Task to carry out →
What is wanted is an exact copy of all the entries.

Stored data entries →
- - -

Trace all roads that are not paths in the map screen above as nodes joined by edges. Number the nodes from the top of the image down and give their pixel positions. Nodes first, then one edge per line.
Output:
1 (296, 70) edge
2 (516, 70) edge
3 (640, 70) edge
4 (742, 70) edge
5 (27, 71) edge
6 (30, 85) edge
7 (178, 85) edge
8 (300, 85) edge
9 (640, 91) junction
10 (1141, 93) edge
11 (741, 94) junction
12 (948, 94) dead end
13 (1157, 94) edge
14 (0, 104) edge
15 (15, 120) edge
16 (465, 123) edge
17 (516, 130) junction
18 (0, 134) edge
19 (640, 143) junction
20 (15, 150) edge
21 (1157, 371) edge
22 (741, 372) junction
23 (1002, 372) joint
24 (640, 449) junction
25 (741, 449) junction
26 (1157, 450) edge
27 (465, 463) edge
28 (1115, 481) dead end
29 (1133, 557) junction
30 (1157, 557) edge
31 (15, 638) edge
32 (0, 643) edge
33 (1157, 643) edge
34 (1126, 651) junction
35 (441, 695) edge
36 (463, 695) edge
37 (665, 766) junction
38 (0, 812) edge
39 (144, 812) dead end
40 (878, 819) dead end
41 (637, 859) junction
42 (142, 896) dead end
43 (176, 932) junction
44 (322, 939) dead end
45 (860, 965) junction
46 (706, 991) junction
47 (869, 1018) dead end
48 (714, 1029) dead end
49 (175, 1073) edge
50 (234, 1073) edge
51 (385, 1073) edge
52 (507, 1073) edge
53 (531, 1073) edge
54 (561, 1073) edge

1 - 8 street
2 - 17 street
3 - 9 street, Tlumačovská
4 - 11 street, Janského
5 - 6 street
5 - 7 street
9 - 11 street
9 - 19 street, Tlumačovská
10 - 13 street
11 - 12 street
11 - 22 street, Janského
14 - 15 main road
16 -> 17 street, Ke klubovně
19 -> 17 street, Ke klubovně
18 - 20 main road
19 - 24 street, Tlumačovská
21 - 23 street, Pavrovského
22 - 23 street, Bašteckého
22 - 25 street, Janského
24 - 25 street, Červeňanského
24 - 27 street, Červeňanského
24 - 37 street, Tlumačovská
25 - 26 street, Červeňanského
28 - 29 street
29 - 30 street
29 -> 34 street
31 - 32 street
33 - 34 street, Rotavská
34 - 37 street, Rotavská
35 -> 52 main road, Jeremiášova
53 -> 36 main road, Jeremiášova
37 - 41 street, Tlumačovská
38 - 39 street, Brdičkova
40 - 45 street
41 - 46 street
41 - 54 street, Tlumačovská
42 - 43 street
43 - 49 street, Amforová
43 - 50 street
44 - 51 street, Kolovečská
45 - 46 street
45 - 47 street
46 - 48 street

- - -

Solution for this exercise →
Trace all roads that are not paths in the map screen above as nodes joined by edges. Number the nodes from the top of the image down and give their pixel positions. Nodes first, then one edge per line.
Output:
1 (296, 70) edge
2 (516, 70) edge
3 (640, 70) edge
4 (742, 70) edge
5 (27, 71) edge
6 (30, 85) edge
7 (178, 85) edge
8 (300, 85) edge
9 (640, 91) junction
10 (1141, 93) edge
11 (741, 94) junction
12 (948, 94) dead end
13 (1157, 94) edge
14 (0, 104) edge
15 (15, 120) edge
16 (465, 123) edge
17 (516, 130) junction
18 (0, 134) edge
19 (640, 143) junction
20 (15, 150) edge
21 (1157, 371) edge
22 (741, 372) junction
23 (1002, 372) joint
24 (640, 449) junction
25 (741, 449) junction
26 (1157, 450) edge
27 (465, 463) edge
28 (1115, 481) dead end
29 (1133, 557) junction
30 (1157, 557) edge
31 (15, 638) edge
32 (0, 643) edge
33 (1157, 643) edge
34 (1126, 651) junction
35 (441, 695) edge
36 (463, 695) edge
37 (665, 766) junction
38 (0, 812) edge
39 (144, 812) dead end
40 (878, 819) dead end
41 (637, 859) junction
42 (142, 896) dead end
43 (176, 932) junction
44 (322, 939) dead end
45 (860, 965) junction
46 (706, 991) junction
47 (869, 1018) dead end
48 (714, 1029) dead end
49 (175, 1073) edge
50 (234, 1073) edge
51 (385, 1073) edge
52 (507, 1073) edge
53 (531, 1073) edge
54 (561, 1073) edge

1 - 8 street
2 - 17 street
3 - 9 street, Tlumačovská
4 - 11 street, Janského
5 - 6 street
5 - 7 street
9 - 11 street
9 - 19 street, Tlumačovská
10 - 13 street
11 - 12 street
11 - 22 street, Janského
14 - 15 main road
16 -> 17 street, Ke klubovně
19 -> 17 street, Ke klubovně
18 - 20 main road
19 - 24 street, Tlumačovská
21 - 23 street, Pavrovského
22 - 23 street, Bašteckého
22 - 25 street, Janského
24 - 25 street, Červeňanského
24 - 27 street, Červeňanského
24 - 37 street, Tlumačovská
25 - 26 street, Červeňanského
28 - 29 street
29 - 30 street
29 -> 34 street
31 - 32 street
33 - 34 street, Rotavská
34 - 37 street, Rotavská
35 -> 52 main road, Jeremiášova
53 -> 36 main road, Jeremiášova
37 - 41 street, Tlumačovská
38 - 39 street, Brdičkova
40 - 45 street
41 - 46 street
41 - 54 street, Tlumačovská
42 - 43 street
43 - 49 street, Amforová
43 - 50 street
44 - 51 street, Kolovečská
45 - 46 street
45 - 47 street
46 - 48 street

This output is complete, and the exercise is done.